Sometimes I feel sorry for the US Green Building Council, they can't win for trying. On the one hand, the clearcut lumber barons and the entire chemical industry are pushing their congressional errand boys to delegitimize LEED; On the other hand, a lot of people in green building thinks that LEED doesn't go nearly far enough, isn't nearly green enough.
The Connecticut branch of the USGBC certainly gave a lot of ammunition to those who think LEED's green credentials are questionable when it gave an award last night to Nestle Waters' headquarters in Stamford, Connecticut. Nestle has been pushing their press release around the internet, which includes:
According to Connecticut Green Building Council, when reviewing nominations, the judges consider water conservation strategies, energy usage, site design, indoor air quality and overall building aesthetics. NWNA's Stamford, Conn., headquarters incorporate many sustainably focused features, including:
- A white roof to reduce use of heating and air conditioning;
- Low energy/high efficiency lighting system and low-flow water fixtures in bathrooms;
- Convenient recycling in logical locations, such as kitchens and coffee bars;
- Preferred parking spaces for low-emission vehicles; and
- High recycled content on furniture, fabrics, countertops, carpet and ceiling tiles.

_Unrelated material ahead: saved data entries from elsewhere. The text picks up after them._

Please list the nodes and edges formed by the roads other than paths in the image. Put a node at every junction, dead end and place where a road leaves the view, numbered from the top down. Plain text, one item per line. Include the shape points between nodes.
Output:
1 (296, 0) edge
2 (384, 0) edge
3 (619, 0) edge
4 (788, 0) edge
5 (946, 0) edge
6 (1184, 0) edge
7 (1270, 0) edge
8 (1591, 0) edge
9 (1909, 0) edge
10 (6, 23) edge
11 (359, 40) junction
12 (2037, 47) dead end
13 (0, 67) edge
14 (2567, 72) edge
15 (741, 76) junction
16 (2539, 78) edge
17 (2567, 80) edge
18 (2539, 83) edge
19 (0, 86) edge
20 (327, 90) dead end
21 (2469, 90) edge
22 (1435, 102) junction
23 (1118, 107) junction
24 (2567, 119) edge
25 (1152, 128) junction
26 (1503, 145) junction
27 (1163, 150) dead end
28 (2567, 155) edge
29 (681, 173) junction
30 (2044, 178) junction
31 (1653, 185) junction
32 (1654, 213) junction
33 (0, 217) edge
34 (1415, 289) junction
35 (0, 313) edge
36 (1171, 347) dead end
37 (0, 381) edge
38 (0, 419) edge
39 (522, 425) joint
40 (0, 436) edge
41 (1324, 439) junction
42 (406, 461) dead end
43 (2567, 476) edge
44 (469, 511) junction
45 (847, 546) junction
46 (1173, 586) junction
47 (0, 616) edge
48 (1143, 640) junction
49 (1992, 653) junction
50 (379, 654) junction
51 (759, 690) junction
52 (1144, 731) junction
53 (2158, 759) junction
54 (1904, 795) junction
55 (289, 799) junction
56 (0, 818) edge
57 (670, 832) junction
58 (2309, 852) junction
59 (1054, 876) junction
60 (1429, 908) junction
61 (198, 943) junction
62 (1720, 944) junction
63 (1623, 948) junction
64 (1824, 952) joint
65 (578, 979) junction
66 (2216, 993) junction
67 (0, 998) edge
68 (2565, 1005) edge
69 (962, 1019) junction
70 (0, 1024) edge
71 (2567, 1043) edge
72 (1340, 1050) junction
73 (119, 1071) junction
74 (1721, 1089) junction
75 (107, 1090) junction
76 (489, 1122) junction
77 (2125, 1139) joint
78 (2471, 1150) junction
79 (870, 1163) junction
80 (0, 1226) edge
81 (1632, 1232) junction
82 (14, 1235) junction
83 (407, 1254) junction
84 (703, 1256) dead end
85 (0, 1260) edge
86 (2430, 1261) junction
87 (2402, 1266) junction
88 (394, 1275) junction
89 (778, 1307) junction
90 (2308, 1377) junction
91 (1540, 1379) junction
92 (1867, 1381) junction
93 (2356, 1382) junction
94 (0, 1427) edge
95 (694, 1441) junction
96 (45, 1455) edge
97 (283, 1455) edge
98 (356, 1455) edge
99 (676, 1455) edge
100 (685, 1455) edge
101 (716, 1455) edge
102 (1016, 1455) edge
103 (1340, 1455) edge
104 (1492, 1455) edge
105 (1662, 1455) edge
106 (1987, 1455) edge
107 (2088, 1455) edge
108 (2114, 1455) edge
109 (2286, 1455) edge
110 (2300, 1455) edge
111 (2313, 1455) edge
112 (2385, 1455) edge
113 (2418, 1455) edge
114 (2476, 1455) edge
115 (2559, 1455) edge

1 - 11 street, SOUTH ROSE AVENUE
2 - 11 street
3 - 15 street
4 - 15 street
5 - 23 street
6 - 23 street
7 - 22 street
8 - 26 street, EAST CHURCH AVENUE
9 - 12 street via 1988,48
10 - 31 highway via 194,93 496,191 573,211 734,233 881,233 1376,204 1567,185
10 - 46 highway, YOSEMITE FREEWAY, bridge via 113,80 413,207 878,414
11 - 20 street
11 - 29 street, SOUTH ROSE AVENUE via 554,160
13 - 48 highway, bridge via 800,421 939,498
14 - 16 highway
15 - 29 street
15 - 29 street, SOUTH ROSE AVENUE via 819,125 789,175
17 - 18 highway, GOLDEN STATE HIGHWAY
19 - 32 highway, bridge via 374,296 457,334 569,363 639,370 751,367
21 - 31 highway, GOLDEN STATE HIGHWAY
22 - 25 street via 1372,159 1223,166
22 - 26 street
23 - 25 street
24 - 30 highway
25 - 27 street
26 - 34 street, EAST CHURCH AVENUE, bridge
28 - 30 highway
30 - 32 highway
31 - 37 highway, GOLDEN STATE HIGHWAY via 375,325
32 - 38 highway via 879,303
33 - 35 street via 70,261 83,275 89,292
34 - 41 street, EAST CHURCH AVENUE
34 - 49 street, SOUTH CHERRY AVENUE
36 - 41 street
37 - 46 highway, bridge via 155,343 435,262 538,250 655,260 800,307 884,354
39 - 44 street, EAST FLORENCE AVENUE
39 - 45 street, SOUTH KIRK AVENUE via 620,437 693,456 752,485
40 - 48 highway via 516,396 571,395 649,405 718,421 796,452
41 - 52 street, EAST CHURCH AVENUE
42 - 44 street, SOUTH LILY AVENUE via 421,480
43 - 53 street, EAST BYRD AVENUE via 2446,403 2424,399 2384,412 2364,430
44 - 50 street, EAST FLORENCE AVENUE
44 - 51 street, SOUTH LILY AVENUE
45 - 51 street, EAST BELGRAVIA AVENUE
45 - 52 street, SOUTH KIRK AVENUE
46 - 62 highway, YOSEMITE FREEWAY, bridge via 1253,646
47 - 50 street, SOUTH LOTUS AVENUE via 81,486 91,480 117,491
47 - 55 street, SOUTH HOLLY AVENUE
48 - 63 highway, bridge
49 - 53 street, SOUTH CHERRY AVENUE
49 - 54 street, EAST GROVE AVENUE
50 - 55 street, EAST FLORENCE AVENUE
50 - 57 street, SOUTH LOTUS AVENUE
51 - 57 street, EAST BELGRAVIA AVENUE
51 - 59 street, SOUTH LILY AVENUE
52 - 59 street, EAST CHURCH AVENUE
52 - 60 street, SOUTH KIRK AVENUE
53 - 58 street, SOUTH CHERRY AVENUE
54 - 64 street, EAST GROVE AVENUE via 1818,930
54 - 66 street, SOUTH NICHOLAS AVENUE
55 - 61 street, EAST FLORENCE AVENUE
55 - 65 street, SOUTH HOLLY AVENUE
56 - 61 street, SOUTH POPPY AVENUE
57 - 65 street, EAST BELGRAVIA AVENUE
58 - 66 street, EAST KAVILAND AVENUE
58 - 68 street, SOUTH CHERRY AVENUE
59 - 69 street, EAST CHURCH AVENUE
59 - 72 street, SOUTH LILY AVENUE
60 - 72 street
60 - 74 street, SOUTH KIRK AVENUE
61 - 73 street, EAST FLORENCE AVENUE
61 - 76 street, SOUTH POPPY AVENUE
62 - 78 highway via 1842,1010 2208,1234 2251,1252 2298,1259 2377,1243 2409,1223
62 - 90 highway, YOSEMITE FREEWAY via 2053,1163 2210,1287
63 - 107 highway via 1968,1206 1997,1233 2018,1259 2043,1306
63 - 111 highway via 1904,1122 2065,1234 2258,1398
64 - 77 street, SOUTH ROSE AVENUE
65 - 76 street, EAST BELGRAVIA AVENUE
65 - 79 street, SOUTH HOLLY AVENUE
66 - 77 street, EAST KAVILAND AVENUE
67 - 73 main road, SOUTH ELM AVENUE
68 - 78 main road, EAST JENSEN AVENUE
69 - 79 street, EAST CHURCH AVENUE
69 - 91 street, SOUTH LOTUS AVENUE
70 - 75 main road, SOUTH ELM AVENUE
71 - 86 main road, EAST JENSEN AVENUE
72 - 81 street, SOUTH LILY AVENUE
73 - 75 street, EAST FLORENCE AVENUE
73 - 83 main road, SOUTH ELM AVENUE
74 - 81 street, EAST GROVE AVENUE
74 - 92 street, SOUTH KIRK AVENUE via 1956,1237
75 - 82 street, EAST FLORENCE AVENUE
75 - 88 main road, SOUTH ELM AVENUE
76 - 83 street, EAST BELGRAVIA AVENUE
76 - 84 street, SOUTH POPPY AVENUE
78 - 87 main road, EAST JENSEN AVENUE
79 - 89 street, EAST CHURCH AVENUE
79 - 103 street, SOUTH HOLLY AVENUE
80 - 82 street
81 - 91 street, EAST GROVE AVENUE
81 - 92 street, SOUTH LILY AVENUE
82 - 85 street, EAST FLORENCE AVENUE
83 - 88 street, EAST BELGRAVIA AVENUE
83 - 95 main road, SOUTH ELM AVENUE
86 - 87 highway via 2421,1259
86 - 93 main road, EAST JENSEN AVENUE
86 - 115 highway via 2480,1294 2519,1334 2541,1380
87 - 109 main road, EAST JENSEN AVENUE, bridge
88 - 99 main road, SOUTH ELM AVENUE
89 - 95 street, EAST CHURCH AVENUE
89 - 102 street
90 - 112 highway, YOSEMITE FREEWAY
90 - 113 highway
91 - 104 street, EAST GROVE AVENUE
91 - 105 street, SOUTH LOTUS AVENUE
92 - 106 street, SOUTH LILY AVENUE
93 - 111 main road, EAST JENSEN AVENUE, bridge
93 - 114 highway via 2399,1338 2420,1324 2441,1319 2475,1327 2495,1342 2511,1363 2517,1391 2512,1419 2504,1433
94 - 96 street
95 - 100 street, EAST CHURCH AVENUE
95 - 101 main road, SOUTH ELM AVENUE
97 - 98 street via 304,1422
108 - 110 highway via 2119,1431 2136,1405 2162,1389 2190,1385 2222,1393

So they are giving an award to the headquarters of a company whose business is " healthful hydration"- sucking water out of the ground while barely paying for it, pouring it into bottles made from fossil fuels, selling it for 10,000 times its real cost and either littering the countryside or having taxpayers pay to pretend to recycle them.
But hey, they have low flow water fixtures!
Then there is the matter of "Preferred parking spaces for low-emission vehicles." Wow. You can build an office building in the middle of the suburbs where probably every single employee has to drive, but hey, the Prius has preferred parking, probably a good thing because the black asphalt parking lot is three times the footprint of the building. What hypocrisy.
Really, Connecticut USGBC, if Nestle wants to greenwrap their buildings and apply for LEED certification, take their money, even if the use is laughably inappropriate. But you don't have to give them an award. What were you guys thinking?